You are viewing a plain text version of this content. The canonical link for it is here.
Posted to user@flink.apache.org by Anirudh Mallem <an...@247-inc.com> on 2016/12/01 08:35:20 UTC

Query regarding state backend for Custom Map Function

Hi Everyone,
I am trying to understand the Working With State feature page of the Flink documentation.
 My question is in case I am using a ValueState in my CustomMap class to store my states with the RocksDb as my state backend then it is clear that every state value is stored in RocksDb.
Now instead of a ValueState if I just use a normal Java Hashmap to store my states and implement the Checkpointed interface then will the entire HashMap reside on the RocksDb backend or will the HashMap be in memory and just the snapshots sent to RocksDb? I am trying to see what will I lose/gain if I have my own data structure to do state maintenance. Thanks.

Regards,
Anirudh

Re: Query regarding state backend for Custom Map Function

Posted by Stefan Richter <s....@data-artisans.com>.
Hi,

unfortunately, I think it is a little unlikely that it will still make it into 1.2.

Best,
Stefan

> Am 01.12.2016 um 20:29 schrieb Anirudh Mallem <an...@247-inc.com>:
> 
> Thanks a lot Stefan. I got what I was looking for. Is the MapState functionality coming as a part of the 1.2 release? 
> 
> From: Stefan Richter
> Reply-To: "user@flink.apache.org <ma...@flink.apache.org>"
> Date: Thursday, December 1, 2016 at 2:53 AM
> To: "user@flink.apache.org <ma...@flink.apache.org>"
> Subject: Re: Query regarding state backend for Custom Map Function
> 
> Hi,
> 
> using the ValueState and RocksDB to store a map inside the value state means that you will have a different map for each key, which is automatically swapped on a per record basis, depending on the record’s key. If you are using a map and Checkpointed, there is only one map and your code is responsible for dispatching state between different keys.
> 
> If you use a map and Checkpointed, the map will be on the heap and the checkpoint will go directly against the filesystem; this is independent of the chosen backend, so no RocksDB is involved.
> 
> On a further note, we are working on an alternative to ValueState that is like a MapState. In contrast to ValueState, MapState does not deserialize the whole map on each access, but can access individual key/value pairs. This might be what you are looking for.
> 
> Best,
> Stefan
> 
> 
>> Am 01.12.2016 um 09:35 schrieb Anirudh Mallem <anirudh.mallem@247-inc.com <ma...@247-inc.com>>:
>> 
>> Hi Everyone,
>> I am trying to understand the Working With State feature page of the Flink documentation.
>>  My question is in case I am using a ValueState in my CustomMap class to store my states with the RocksDb as my state backend then it is clear that every state value is stored in RocksDb. 
>> Now instead of a ValueState if I just use a normal Java Hashmap to store my states and implement the Checkpointed interface then will the entire HashMap reside on the RocksDb backend or will the HashMap be in memory and just the snapshots sent to RocksDb? I am trying to see what will I lose/gain if I have my own data structure to do state maintenance. Thanks. 
>> 
>> Regards,
>> Anirudh 
> 


Re: Query regarding state backend for Custom Map Function

Posted by Anirudh Mallem <an...@247-inc.com>.
Thanks a lot Stefan. I got what I was looking for. Is the MapState functionality coming as a part of the 1.2 release?

From: Stefan Richter
Reply-To: "user@flink.apache.org<ma...@flink.apache.org>"
Date: Thursday, December 1, 2016 at 2:53 AM
To: "user@flink.apache.org<ma...@flink.apache.org>"
Subject: Re: Query regarding state backend for Custom Map Function

Hi,

using the ValueState and RocksDB to store a map inside the value state means that you will have a different map for each key, which is automatically swapped on a per record basis, depending on the record’s key. If you are using a map and Checkpointed, there is only one map and your code is responsible for dispatching state between different keys.

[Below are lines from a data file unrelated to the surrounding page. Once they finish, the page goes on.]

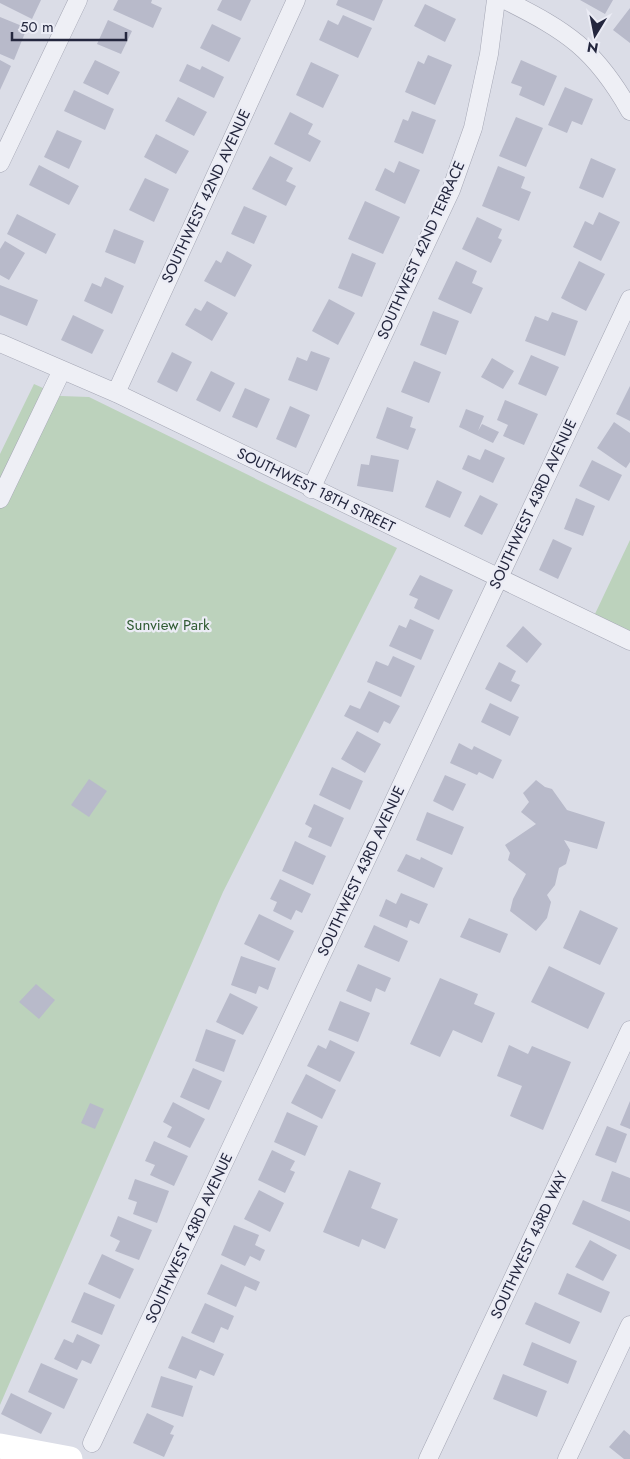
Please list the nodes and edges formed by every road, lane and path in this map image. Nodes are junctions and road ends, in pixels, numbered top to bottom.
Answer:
1 (78, 0) edge
2 (296, 0) edge
3 (496, 0) edge
4 (505, 0) edge
5 (630, 111) edge
6 (7, 130) edge
7 (0, 163) edge
8 (630, 299) edge
9 (0, 343) edge
10 (62, 370) junction
11 (116, 393) junction
12 (311, 489) junction
13 (0, 499) edge
14 (498, 578) junction
15 (630, 641) edge
16 (630, 1030) edge
17 (630, 1325) edge
18 (92, 1443) dead end
19 (0, 1446) edge
20 (70, 1459) edge
21 (428, 1459) edge
22 (567, 1459) edge

1 - 6 street
2 - 11 street, SOUTHWEST 42ND AVENUE
3 - 12 street, SOUTHWEST 42ND TERRACE
4 - 5 street
6 - 7 street
8 - 14 street, SOUTHWEST 43RD AVENUE
9 - 10 street, SOUTHWEST 18TH STREET
10 - 11 street, SOUTHWEST 18TH STREET
10 - 13 street
11 - 12 street, SOUTHWEST 18TH STREET
12 - 14 street, SOUTHWEST 18TH STREET
14 - 15 street, SOUTHWEST 18TH STREET
14 - 18 street, SOUTHWEST 43RD AVENUE
16 - 21 street, SOUTHWEST 43RD WAY
17 - 22 street
19 - 20 main road

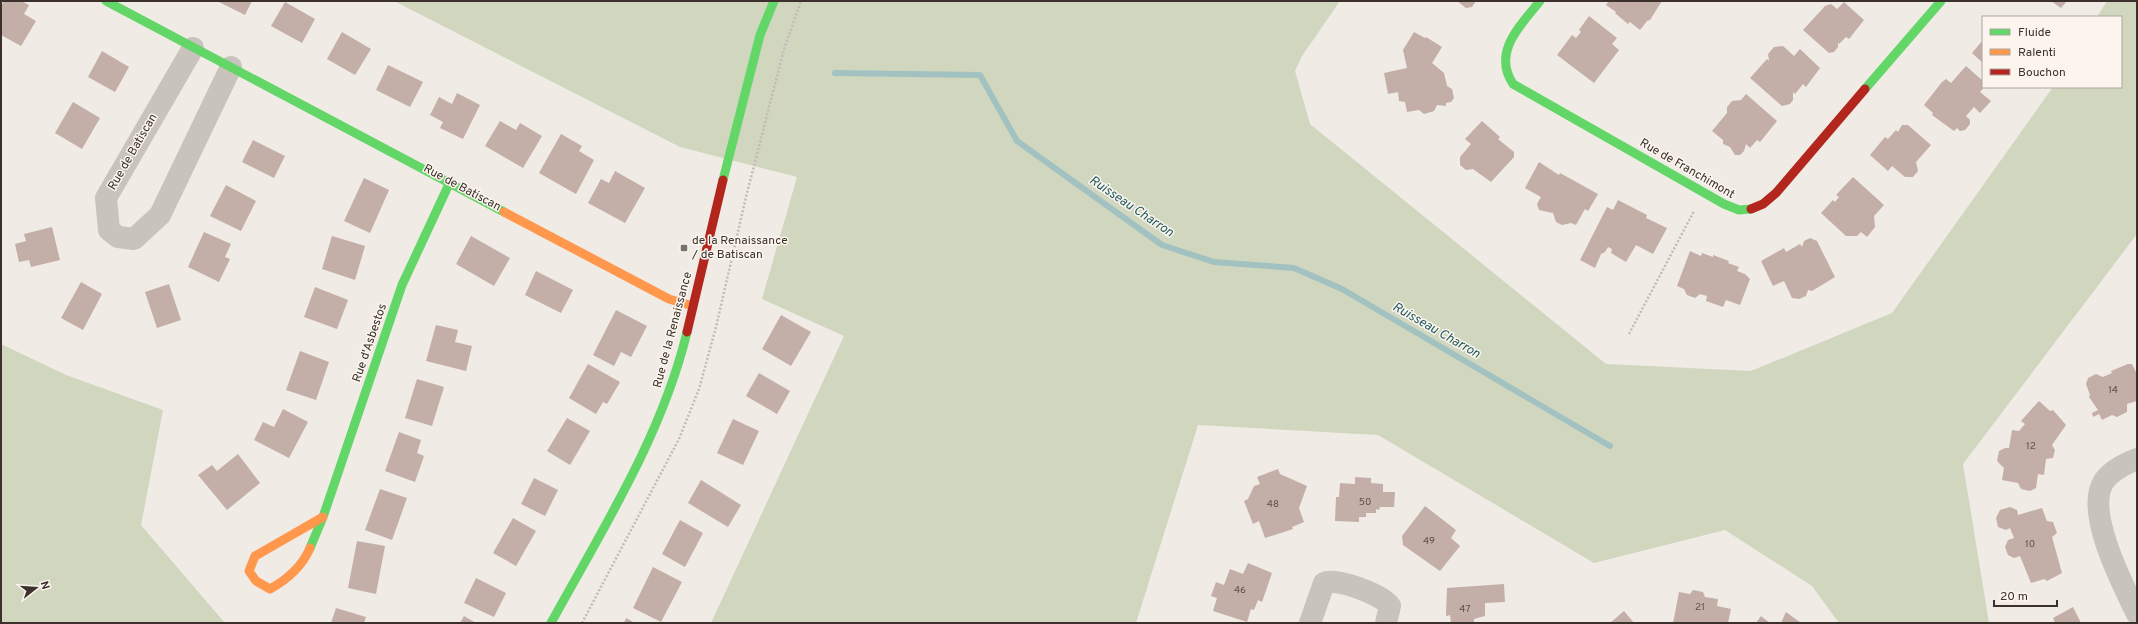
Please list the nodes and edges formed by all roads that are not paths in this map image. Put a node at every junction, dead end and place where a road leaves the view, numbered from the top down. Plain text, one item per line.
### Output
1 (106, 1) edge
2 (774, 1) edge
3 (1540, 1) edge
4 (1941, 1) edge
5 (193, 48) junction
6 (231, 67) junction
7 (450, 182) junction
8 (693, 306) junction
9 (2137, 459) edge
10 (323, 517) junction
11 (2137, 614) edge
12 (551, 623) edge
13 (1310, 623) edge
14 (1386, 623) edge

1 - 5 street, Rue de Batiscan
2 - 8 street, Rue de la Renaissance
3 - 4 street, Rue de Franchimont
5 - 6 street, Rue de Batiscan
5 - 6 street, Rue de Batiscan
6 - 7 street, Rue de Batiscan
7 - 8 street, Rue de Batiscan
7 - 10 street, Rue d'Asbestos
8 - 12 street, Rue de la Renaissance
9 - 11 street
10 - 10 street, Rue d'Asbestos
13 - 14 street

If you use a map and Checkpointed, the map will be on the heap and the checkpoint will go directly against the filesystem; this is independent of the chosen backend, so no RocksDB is involved.

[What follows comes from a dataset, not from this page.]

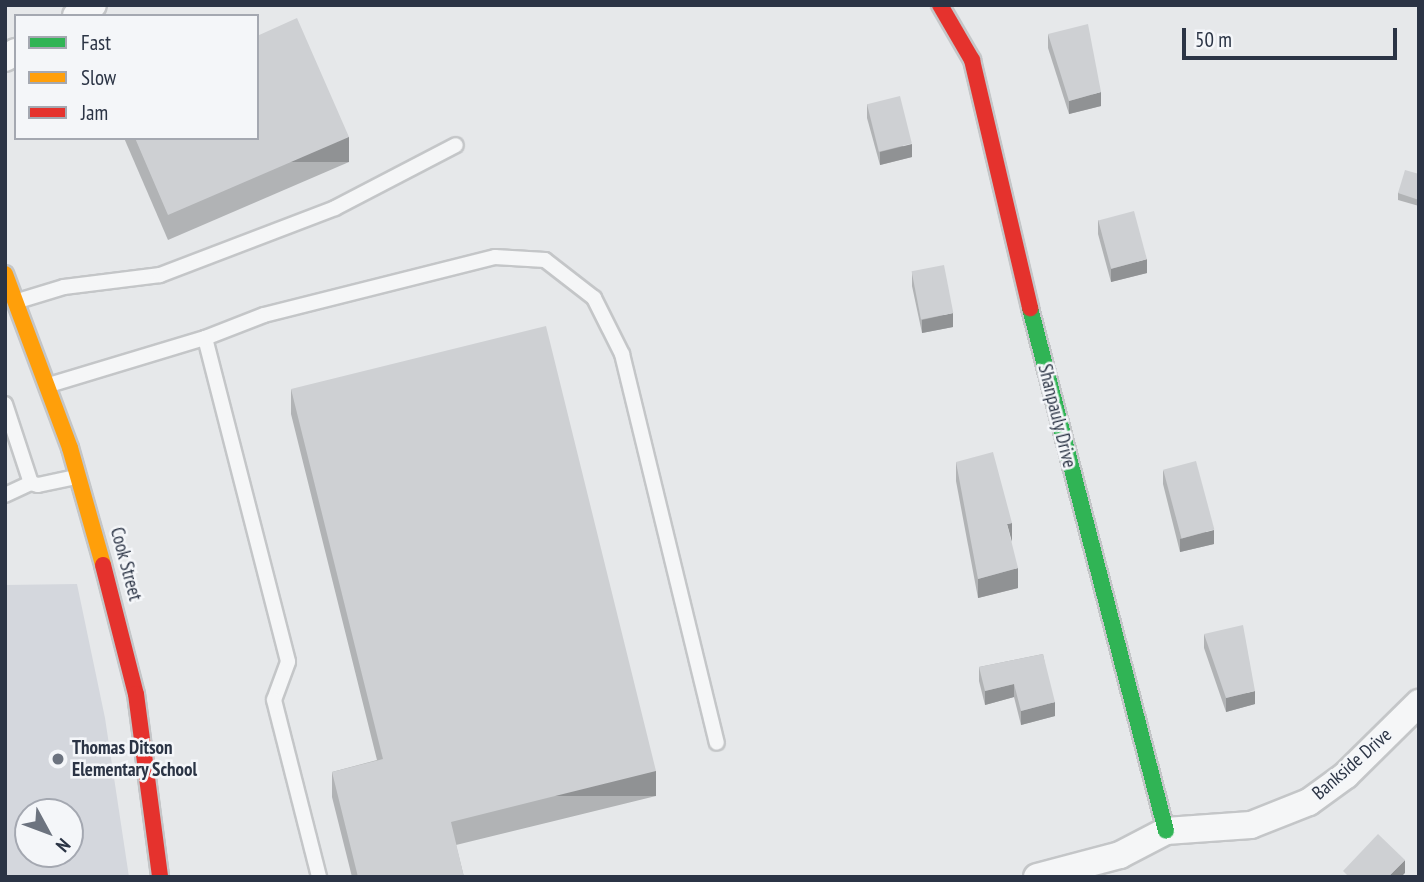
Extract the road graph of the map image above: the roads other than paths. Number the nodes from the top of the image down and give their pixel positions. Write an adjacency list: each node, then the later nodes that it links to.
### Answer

On a further note, we are working on an alternative to ValueState that is like a MapState. In contrast to ValueState, MapState does not deserialize the whole map on each access, but can access individual key/value pairs. This might be what you are looking for.

Best,
Stefan


Am 01.12.2016 um 09:35 schrieb Anirudh Mallem <an...@247-inc.com>>:

Hi Everyone,
I am trying to understand the Working With State feature page of the Flink documentation.
 My question is in case I am using a ValueState in my CustomMap class to store my states with the RocksDb as my state backend then it is clear that every state value is stored in RocksDb.
Now instead of a ValueState if I just use a normal Java Hashmap to store my states and implement the Checkpointed interface then will the entire HashMap reside on the RocksDb backend or will the HashMap be in memory and just the snapshots sent to RocksDb? I am trying to see what will I lose/gain if I have my own data structure to do state maintenance. Thanks.

Regards,
Anirudh


Re: Query regarding state backend for Custom Map Function

Posted by Stefan Richter <s....@data-artisans.com>.
Hi,

using the ValueState and RocksDB to store a map inside the value state means that you will have a different map for each key, which is automatically swapped on a per record basis, depending on the record’s key. If you are using a map and Checkpointed, there is only one map and your code is responsible for dispatching state between different keys.

If you use a map and Checkpointed, the map will be on the heap and the checkpoint will go directly against the filesystem; this is independent of the chosen backend, so no RocksDB is involved.

On a further note, we are working on an alternative to ValueState that is like a MapState. In contrast to ValueState, MapState does not deserialize the whole map on each access, but can access individual key/value pairs. This might be what you are looking for.

Best,
Stefan


> Am 01.12.2016 um 09:35 schrieb Anirudh Mallem <an...@247-inc.com>:
> 
> Hi Everyone,
> I am trying to understand the Working With State feature page of the Flink documentation.
>  My question is in case I am using a ValueState in my CustomMap class to store my states with the RocksDb as my state backend then it is clear that every state value is stored in RocksDb. 
> Now instead of a ValueState if I just use a normal Java Hashmap to store my states and implement the Checkpointed interface then will the entire HashMap reside on the RocksDb backend or will the HashMap be in memory and just the snapshots sent to RocksDb? I am trying to see what will I lose/gain if I have my own data structure to do state maintenance. Thanks. 
> 
> Regards,
> Anirudh